The budget also includes massive spending cuts for programs related to clean air and water, environmental justice, climate change, and other vital programs that protect our environment.
“President Trump’s proposed budget slashes the ability of Pennsylvania to meet its obligations in cleaning up the Chesapeake Bay and restoring local streams in Pennsylvania’s Susquehanna River watershed. It will be impossible for the state of Pennsylvania to meet its obligations to improve water quality here without this essential help from the federal government through an EPA grant to Pennsylvania,” said Jacqui Bonomo, executive vice president of PennFuture. “The Trump budget leaves states and local communities stranded and without the necessary resources to provide clean water to local communities and businesses. The citizens are the ones who will suffer.”

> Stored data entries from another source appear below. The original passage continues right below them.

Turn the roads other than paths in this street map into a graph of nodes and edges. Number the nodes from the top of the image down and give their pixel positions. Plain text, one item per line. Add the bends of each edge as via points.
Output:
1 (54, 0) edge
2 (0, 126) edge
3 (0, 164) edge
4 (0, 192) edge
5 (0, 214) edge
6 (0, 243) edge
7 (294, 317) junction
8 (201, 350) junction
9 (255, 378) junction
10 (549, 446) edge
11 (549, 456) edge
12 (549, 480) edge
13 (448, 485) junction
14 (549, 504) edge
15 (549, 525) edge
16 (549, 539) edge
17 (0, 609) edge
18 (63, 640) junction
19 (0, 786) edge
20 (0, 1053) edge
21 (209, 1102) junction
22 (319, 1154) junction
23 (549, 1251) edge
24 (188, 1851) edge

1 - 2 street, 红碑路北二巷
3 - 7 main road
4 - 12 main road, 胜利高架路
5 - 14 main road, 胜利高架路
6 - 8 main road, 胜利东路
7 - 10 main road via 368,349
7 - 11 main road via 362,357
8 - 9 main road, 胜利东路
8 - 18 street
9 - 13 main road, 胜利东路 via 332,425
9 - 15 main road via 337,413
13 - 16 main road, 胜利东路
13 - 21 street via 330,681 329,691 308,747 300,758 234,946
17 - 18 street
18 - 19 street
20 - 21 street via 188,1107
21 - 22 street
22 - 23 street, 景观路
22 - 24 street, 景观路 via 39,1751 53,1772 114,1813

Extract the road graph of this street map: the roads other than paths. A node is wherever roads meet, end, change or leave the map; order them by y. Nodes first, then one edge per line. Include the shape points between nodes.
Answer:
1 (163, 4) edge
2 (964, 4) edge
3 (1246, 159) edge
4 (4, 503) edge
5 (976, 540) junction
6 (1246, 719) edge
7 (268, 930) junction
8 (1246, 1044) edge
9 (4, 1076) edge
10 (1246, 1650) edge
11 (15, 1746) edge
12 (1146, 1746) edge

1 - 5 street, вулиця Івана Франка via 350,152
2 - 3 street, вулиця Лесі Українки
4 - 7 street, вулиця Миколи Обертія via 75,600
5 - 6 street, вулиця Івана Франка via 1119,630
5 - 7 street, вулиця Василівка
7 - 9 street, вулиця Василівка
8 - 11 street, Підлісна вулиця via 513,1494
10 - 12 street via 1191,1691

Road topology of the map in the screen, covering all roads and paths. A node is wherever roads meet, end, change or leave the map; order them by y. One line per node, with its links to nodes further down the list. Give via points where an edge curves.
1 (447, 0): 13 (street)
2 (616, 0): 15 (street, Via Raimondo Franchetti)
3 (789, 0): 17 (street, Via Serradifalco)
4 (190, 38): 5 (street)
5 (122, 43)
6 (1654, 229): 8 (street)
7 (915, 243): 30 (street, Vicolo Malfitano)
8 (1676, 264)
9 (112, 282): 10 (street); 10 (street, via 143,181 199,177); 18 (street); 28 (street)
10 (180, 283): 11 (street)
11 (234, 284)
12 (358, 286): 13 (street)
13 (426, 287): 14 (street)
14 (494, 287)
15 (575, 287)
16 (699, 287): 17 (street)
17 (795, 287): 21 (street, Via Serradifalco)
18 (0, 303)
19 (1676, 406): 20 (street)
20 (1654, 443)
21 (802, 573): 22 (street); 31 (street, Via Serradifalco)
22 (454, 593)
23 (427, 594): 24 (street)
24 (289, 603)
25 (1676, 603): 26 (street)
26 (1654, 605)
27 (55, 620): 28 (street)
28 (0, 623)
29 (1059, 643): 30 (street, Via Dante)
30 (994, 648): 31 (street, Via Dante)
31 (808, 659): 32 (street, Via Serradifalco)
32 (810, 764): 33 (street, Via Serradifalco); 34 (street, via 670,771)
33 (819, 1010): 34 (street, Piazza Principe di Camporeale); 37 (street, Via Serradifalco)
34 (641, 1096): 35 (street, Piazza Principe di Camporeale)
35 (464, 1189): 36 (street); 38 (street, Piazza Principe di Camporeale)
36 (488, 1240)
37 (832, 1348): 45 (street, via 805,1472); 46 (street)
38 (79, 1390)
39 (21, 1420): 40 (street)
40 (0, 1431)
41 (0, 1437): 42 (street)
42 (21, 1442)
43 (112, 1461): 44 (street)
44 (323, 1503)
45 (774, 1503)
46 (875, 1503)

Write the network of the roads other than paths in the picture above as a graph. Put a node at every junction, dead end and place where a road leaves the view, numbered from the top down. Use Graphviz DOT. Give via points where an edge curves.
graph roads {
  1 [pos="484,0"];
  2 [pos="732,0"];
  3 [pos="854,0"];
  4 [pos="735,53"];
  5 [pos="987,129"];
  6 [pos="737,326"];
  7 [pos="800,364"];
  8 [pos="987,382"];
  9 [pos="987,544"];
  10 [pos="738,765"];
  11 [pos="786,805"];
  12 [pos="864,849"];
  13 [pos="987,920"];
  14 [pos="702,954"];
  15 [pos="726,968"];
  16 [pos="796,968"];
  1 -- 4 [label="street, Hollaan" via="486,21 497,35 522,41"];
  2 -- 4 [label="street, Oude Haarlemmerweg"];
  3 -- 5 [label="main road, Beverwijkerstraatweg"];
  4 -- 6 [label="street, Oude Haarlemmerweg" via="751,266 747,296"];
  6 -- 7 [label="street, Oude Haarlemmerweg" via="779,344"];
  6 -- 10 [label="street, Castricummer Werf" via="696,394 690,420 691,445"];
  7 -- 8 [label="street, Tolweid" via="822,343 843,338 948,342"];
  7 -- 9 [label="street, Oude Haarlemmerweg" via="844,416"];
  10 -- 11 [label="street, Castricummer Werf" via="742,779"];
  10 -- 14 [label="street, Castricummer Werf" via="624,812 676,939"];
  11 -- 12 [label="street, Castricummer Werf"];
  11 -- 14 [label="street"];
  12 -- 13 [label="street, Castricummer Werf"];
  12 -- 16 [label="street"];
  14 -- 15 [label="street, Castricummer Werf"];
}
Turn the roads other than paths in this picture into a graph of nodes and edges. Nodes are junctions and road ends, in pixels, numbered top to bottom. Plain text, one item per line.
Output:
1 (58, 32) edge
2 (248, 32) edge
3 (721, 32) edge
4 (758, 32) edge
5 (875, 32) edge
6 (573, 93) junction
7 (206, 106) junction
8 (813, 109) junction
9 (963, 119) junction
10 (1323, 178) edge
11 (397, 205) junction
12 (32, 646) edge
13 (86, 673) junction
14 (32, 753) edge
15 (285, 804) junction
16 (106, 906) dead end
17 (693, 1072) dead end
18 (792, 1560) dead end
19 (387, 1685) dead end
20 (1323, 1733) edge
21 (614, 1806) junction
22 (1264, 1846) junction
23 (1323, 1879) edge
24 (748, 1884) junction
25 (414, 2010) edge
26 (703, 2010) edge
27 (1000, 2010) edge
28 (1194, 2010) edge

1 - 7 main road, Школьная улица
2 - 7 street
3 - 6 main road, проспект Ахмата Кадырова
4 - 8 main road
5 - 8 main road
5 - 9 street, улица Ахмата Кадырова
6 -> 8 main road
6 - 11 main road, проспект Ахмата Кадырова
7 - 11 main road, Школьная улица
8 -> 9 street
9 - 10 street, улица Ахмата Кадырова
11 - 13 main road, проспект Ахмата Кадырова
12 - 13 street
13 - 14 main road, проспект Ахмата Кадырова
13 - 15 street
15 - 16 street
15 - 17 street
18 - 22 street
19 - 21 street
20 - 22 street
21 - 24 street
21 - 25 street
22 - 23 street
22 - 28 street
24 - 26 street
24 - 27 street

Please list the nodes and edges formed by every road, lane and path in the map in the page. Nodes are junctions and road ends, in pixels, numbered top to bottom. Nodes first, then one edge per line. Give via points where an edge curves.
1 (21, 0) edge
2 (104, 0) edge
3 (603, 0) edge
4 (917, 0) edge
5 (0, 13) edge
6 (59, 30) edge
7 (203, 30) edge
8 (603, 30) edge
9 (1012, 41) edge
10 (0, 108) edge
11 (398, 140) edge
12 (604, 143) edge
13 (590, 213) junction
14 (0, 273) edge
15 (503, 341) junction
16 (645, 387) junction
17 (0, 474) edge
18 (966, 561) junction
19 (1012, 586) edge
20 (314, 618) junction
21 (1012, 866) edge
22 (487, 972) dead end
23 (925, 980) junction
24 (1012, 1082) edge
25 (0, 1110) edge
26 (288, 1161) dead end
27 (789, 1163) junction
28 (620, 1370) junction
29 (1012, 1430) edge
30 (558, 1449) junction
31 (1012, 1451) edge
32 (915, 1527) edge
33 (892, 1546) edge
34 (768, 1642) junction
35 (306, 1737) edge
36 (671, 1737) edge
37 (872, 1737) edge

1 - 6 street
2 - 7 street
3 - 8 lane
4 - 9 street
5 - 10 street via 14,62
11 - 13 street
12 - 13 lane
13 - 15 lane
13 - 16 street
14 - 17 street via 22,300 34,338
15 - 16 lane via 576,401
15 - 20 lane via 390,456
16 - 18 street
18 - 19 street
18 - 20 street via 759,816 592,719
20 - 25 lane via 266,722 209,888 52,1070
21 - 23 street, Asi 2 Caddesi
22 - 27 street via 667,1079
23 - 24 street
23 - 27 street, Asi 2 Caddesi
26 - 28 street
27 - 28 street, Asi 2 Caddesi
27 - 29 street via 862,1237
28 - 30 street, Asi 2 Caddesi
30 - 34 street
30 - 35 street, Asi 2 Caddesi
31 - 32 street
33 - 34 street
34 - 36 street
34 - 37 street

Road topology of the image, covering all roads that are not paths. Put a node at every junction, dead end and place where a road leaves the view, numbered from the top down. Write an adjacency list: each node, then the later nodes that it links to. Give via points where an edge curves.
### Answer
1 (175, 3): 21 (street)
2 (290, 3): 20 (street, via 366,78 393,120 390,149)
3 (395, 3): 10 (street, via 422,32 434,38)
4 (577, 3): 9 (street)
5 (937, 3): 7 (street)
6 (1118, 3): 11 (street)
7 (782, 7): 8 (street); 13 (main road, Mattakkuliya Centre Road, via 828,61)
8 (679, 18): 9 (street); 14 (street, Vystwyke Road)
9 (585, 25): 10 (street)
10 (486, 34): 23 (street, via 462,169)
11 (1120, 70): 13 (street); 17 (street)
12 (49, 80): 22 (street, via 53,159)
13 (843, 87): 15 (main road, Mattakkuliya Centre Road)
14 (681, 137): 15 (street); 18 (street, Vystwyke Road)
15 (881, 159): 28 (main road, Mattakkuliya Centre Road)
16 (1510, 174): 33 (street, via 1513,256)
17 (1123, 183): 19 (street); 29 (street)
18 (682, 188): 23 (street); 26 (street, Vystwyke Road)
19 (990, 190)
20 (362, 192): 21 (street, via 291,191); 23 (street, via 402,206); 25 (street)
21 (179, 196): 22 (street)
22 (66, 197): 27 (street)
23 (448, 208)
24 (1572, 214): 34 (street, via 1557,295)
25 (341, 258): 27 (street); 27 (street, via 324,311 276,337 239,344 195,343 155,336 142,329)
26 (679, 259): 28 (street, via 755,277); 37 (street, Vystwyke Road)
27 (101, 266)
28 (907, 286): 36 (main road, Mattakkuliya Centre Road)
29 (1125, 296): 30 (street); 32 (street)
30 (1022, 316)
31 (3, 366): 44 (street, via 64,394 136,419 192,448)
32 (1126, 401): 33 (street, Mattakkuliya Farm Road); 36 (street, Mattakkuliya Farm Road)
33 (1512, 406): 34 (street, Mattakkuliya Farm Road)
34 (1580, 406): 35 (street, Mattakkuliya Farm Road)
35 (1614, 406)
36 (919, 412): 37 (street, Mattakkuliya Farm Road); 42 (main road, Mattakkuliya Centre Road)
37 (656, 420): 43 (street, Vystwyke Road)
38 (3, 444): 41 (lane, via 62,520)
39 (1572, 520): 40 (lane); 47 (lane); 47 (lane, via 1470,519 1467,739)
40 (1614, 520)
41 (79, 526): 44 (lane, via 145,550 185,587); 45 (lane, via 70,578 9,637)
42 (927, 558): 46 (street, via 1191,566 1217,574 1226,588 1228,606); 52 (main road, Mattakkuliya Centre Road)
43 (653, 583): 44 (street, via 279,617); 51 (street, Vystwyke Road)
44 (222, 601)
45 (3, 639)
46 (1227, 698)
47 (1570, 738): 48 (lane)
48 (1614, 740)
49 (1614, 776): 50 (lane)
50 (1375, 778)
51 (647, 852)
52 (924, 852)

“The President’s proposed budget would effectively mean an end to a coordinated Chesapeake Bay restoration effort,” said Hilary Harp Falk, Mid-Atlantic regional executive director of the National Wildlife Federation and cochair of the Choose Clean Water Coalition. “With no federal funding for the Chesapeake, projects that are reducing flooding, improving communities, bringing back fish and wildlife, and cleaning drinking water will come to a halt.”
The Chesapeake Bay Program funding supports on-the-ground restoration efforts that are improving communities and protecting local waterways around the watershed.
The Chesapeake Bay watershed is made up of a network of hundreds of thousands of rivers and streams, and are important sources of recreation, food, and drinking water for millions of people.
Tens of thousands of members of the tourism and fishing industry depend on the Chesapeake Bay to provide for their families, with the Bay’s economic worth estimated at over $1 trillion. In addition, over 13 million people from six different states and the District of Columbia rely on the Bay’s rivers and streams to provide the water that they drink.
The Chesapeake Bay restoration effort is not only about saving an iconic estuary; it is about protecting the water that residents depend on for life.
The 226 organizations that make up the Choose Clean Water Coalition are just some of the organizations responsible for implementing these restoration projects, and with no funding, grant programs that help sustain and support critical work would disappear, leaving many organizations with little to no support to implement projects.
“Support from the Bay Program is essential to continuing to reduce pollution in our local rivers and streams,” said Chante Coleman, director of the Choose Clean Water Coalition. “With such a drastic cut in funding, some of the most basic needs that people and wildlife depend on, like clean drinking water, will be threatened.”
The Bay Program is a classic example of “cooperative federalism,” where federal agencies and states work collaboratively, with EPA providing critical resources and expertise to the states, which are ultimately responsible for cleaning their own waters.
Just a few weeks ago, 17 members of the House, both Democrat and Republican, sent a letter to the President Trump requesting full funding for the Chesapeake Bay Program.
The Coalition will work with Members of Congress from both sides of the aisle to continue to push back on this proposed budget, and secure the essential funding that is necessary to return clean water to the Chesapeake Bay.